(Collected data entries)

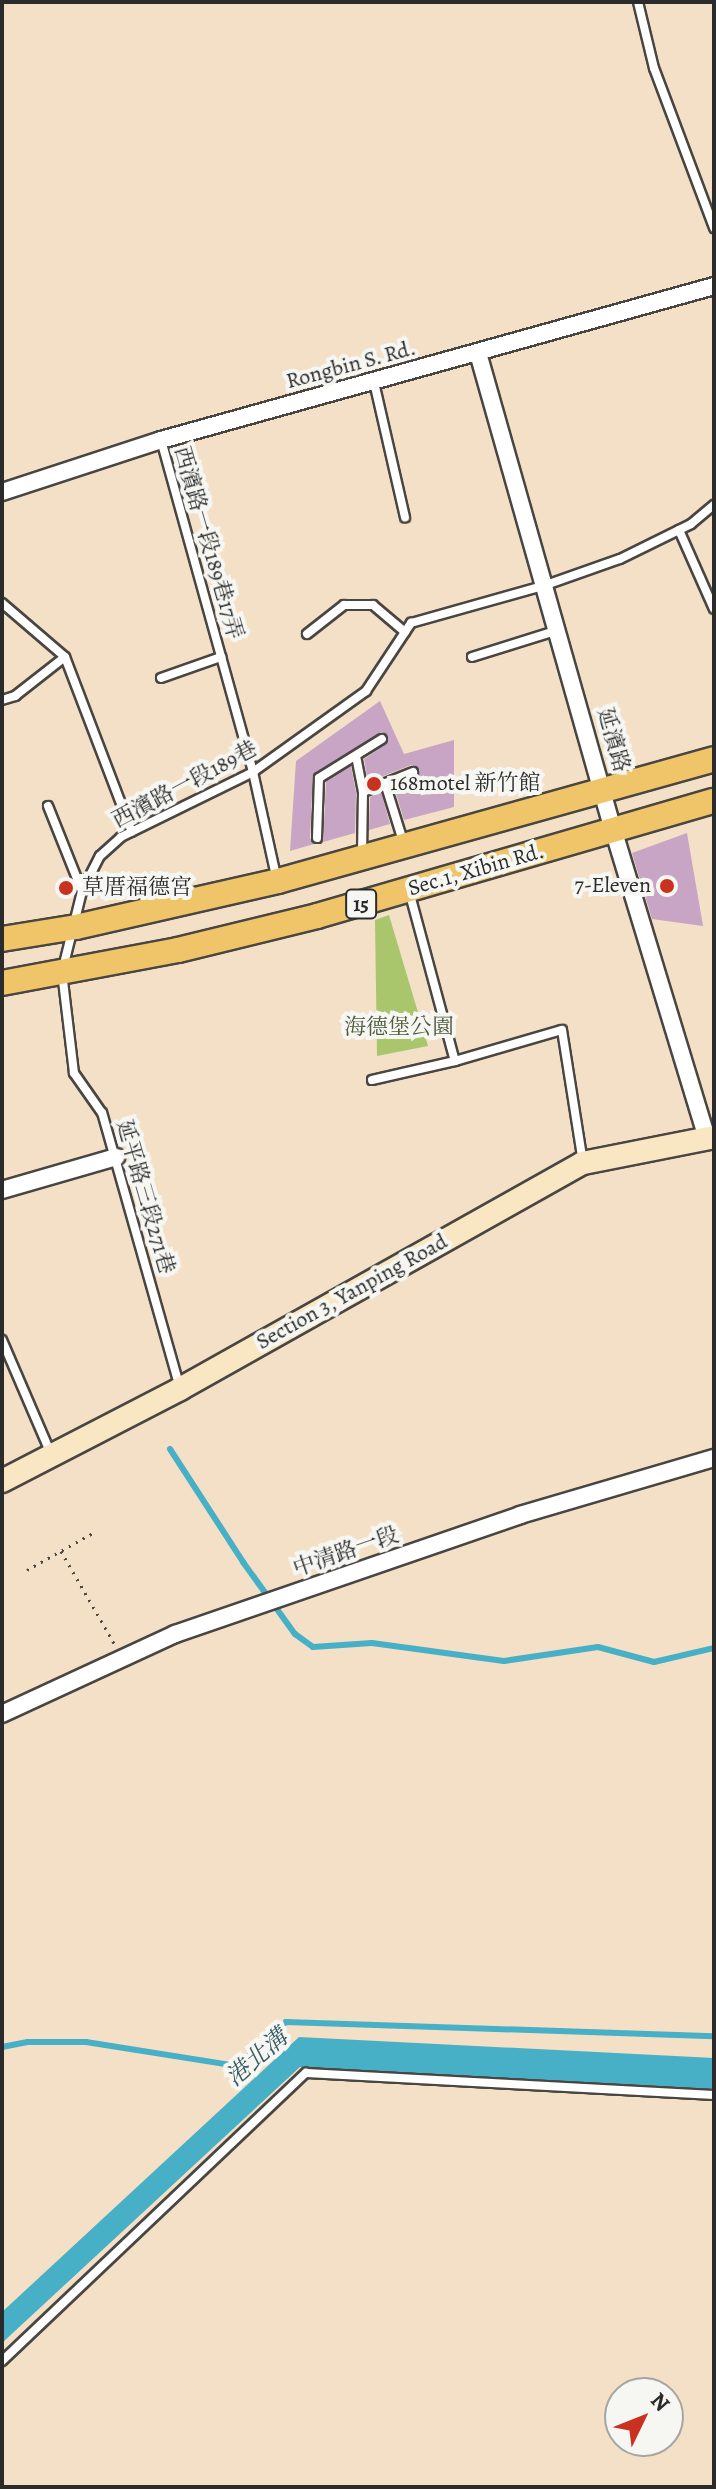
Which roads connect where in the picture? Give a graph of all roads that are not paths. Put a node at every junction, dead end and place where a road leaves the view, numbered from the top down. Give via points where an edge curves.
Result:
1 (638, 2) edge
2 (714, 228) edge
3 (714, 286) edge
4 (478, 353) junction
5 (374, 382) junction
6 (161, 440) junction
7 (2, 492) edge
8 (714, 505) edge
9 (405, 517) dead end
10 (679, 530) junction
11 (546, 585) junction
12 (2, 603) edge
13 (714, 609) edge
14 (559, 629) junction
15 (405, 632) junction
16 (307, 634) dead end
17 (65, 657) junction
18 (221, 657) junction
19 (472, 657) dead end
20 (161, 678) dead end
21 (2, 700) edge
22 (382, 739) dead end
23 (356, 756) junction
24 (714, 759) edge
25 (253, 772) junction
26 (413, 772) dead end
27 (385, 783) junction
28 (605, 790) junction
29 (363, 792) junction
30 (714, 801) edge
31 (48, 806) dead end
32 (613, 829) junction
33 (132, 832) junction
34 (317, 838) dead end
35 (405, 846) junction
36 (362, 858) junction
37 (278, 881) junction
38 (408, 890) junction
39 (82, 891) junction
40 (76, 927) junction
41 (2, 939) edge
42 (62, 972) junction
43 (2, 983) edge
44 (455, 1061) junction
45 (372, 1080) dead end
46 (710, 1138) edge
47 (116, 1157) junction
48 (583, 1163) junction
49 (2, 1190) edge
50 (2, 1340) edge
51 (180, 1389) junction
52 (51, 1456) junction
53 (714, 1458) edge
54 (2, 1481) edge
55 (2, 1714) edge
56 (714, 2095) edge
57 (2, 2361) edge

1 - 2 lane via 654,68
3 - 4 street, Rongbin S. Rd.
4 - 5 street, Rongbin S. Rd.
4 - 11 street, 延濱路
5 - 6 street, Rongbin S. Rd.
5 - 9 lane
6 - 7 street, Rongbin S. Rd.
6 - 18 lane, 西濱路一段189巷17弄
8 - 10 lane
10 - 11 lane via 620,559
10 - 13 lane
11 - 14 street, 延濱路
11 - 15 lane via 411,623
12 - 17 lane
14 - 19 lane
14 - 28 street, 延濱路
15 - 16 lane via 373,605 344,605
15 - 25 lane, 西濱路一段189巷 via 366,691
17 - 21 lane via 15,696
17 - 33 lane
18 - 20 lane, 西濱路一段189巷17弄
18 - 25 lane, 西濱路一段189巷17弄
22 - 23 lane
23 - 29 lane
23 - 34 lane via 319,778
24 - 28 main road, Sec.1, Xibin Rd. / 15
25 - 33 lane, 西濱路一段189巷
25 - 37 lane, 西濱路一段189巷17弄
26 - 27 lane
27 - 29 lane
27 - 35 lane
28 - 32 street, 延濱路
28 - 35 main road, Sec.1, Xibin Rd. / 15
29 - 36 lane
30 - 32 main road, Sec.1, Xibin Rd. / 15
31 - 39 lane
32 - 38 main road, Sec.1, Xibin Rd. / 15
32 - 46 street, 延濱路
33 - 39 lane, 西濱路一段189巷 via 100,856
35 - 36 main road, Sec.1, Xibin Rd. / 15
36 - 37 main road, Sec.1, Xibin Rd. / 15
37 - 40 main road, Sec.1, Xibin Rd. / 15
38 - 42 main road, Sec.1, Xibin Rd. / 15 via 178,950
38 - 44 lane
39 - 40 lane, 西濱路一段189巷
40 - 41 main road, Sec.1, Xibin Rd. / 15
40 - 42 lane, 延平路三段271巷
42 - 43 main road, Sec.1, Xibin Rd. / 15
42 - 47 lane, 延平路三段271巷 via 74,1073 102,1113
44 - 45 lane
44 - 48 lane via 562,1030
46 - 48 street, Section 3, Yanping Road
47 - 49 street
47 - 51 lane, 延平路三段271巷
48 - 51 street, Section 3, Yanping Road
50 - 52 lane
51 - 52 street, Section 3, Yanping Road
52 - 54 street, Section 3, Yanping Road
53 - 55 street, 中清路一段 via 520,1515 175,1634
56 - 57 lane via 306,2073

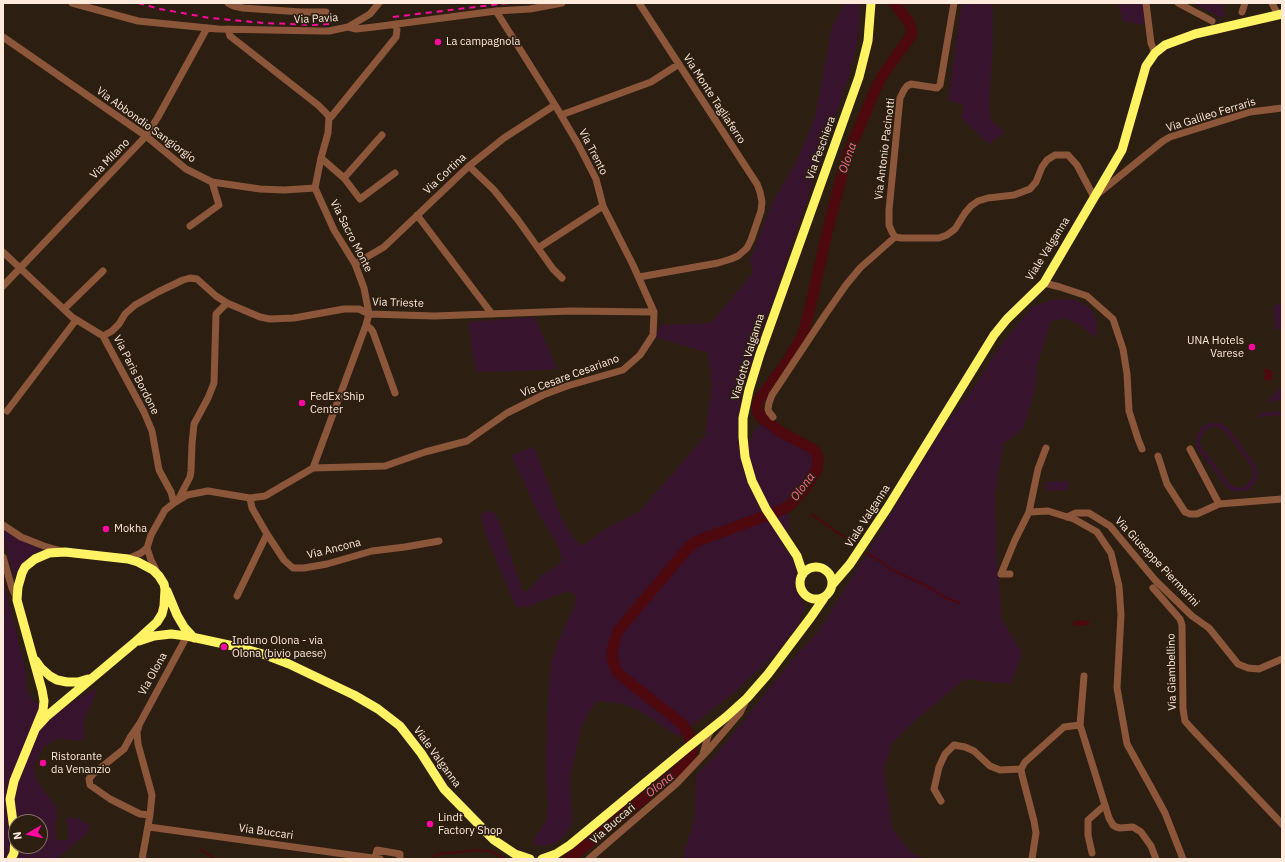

Exercise directions
This exercise needs every entry retyped exactly, with the pictures removed.

Solution to this task
Which roads connect where in the picture? Give a graph of all roads that are not paths. Put a node at every junction, dead end and place where a road leaves the view, numbered from the top down. Give via points where an edge curves.
Result:
1 (638, 2) edge
2 (714, 228) edge
3 (714, 286) edge
4 (478, 353) junction
5 (374, 382) junction
6 (161, 440) junction
7 (2, 492) edge
8 (714, 505) edge
9 (405, 517) dead end
10 (679, 530) junction
11 (546, 585) junction
12 (2, 603) edge
13 (714, 609) edge
14 (559, 629) junction
15 (405, 632) junction
16 (307, 634) dead end
17 (65, 657) junction
18 (221, 657) junction
19 (472, 657) dead end
20 (161, 678) dead end
21 (2, 700) edge
22 (382, 739) dead end
23 (356, 756) junction
24 (714, 759) edge
25 (253, 772) junction
26 (413, 772) dead end
27 (385, 783) junction
28 (605, 790) junction
29 (363, 792) junction
30 (714, 801) edge
31 (48, 806) dead end
32 (613, 829) junction
33 (132, 832) junction
34 (317, 838) dead end
35 (405, 846) junction
36 (362, 858) junction
37 (278, 881) junction
38 (408, 890) junction
39 (82, 891) junction
40 (76, 927) junction
41 (2, 939) edge
42 (62, 972) junction
43 (2, 983) edge
44 (455, 1061) junction
45 (372, 1080) dead end
46 (710, 1138) edge
47 (116, 1157) junction
48 (583, 1163) junction
49 (2, 1190) edge
50 (2, 1340) edge
51 (180, 1389) junction
52 (51, 1456) junction
53 (714, 1458) edge
54 (2, 1481) edge
55 (2, 1714) edge
56 (714, 2095) edge
57 (2, 2361) edge

1 - 2 lane via 654,68
3 - 4 street, Rongbin S. Rd.
4 - 5 street, Rongbin S. Rd.
4 - 11 street, 延濱路
5 - 6 street, Rongbin S. Rd.
5 - 9 lane
6 - 7 street, Rongbin S. Rd.
6 - 18 lane, 西濱路一段189巷17弄
8 - 10 lane
10 - 11 lane via 620,559
10 - 13 lane
11 - 14 street, 延濱路
11 - 15 lane via 411,623
12 - 17 lane
14 - 19 lane
14 - 28 street, 延濱路
15 - 16 lane via 373,605 344,605
15 - 25 lane, 西濱路一段189巷 via 366,691
17 - 21 lane via 15,696
17 - 33 lane
18 - 20 lane, 西濱路一段189巷17弄
18 - 25 lane, 西濱路一段189巷17弄
22 - 23 lane
23 - 29 lane
23 - 34 lane via 319,778
24 - 28 main road, Sec.1, Xibin Rd. / 15
25 - 33 lane, 西濱路一段189巷
25 - 37 lane, 西濱路一段189巷17弄
26 - 27 lane
27 - 29 lane
27 - 35 lane
28 - 32 street, 延濱路
28 - 35 main road, Sec.1, Xibin Rd. / 15
29 - 36 lane
30 - 32 main road, Sec.1, Xibin Rd. / 15
31 - 39 lane
32 - 38 main road, Sec.1, Xibin Rd. / 15
32 - 46 street, 延濱路
33 - 39 lane, 西濱路一段189巷 via 100,856
35 - 36 main road, Sec.1, Xibin Rd. / 15
36 - 37 main road, Sec.1, Xibin Rd. / 15
37 - 40 main road, Sec.1, Xibin Rd. / 15
38 - 42 main road, Sec.1, Xibin Rd. / 15 via 178,950
38 - 44 lane
39 - 40 lane, 西濱路一段189巷
40 - 41 main road, Sec.1, Xibin Rd. / 15
40 - 42 lane, 延平路三段271巷
42 - 43 main road, Sec.1, Xibin Rd. / 15
42 - 47 lane, 延平路三段271巷 via 74,1073 102,1113
44 - 45 lane
44 - 48 lane via 562,1030
46 - 48 street, Section 3, Yanping Road
47 - 49 street
47 - 51 lane, 延平路三段271巷
48 - 51 street, Section 3, Yanping Road
50 - 52 lane
51 - 52 street, Section 3, Yanping Road
52 - 54 street, Section 3, Yanping Road
53 - 55 street, 中清路一段 via 520,1515 175,1634
56 - 57 lane via 306,2073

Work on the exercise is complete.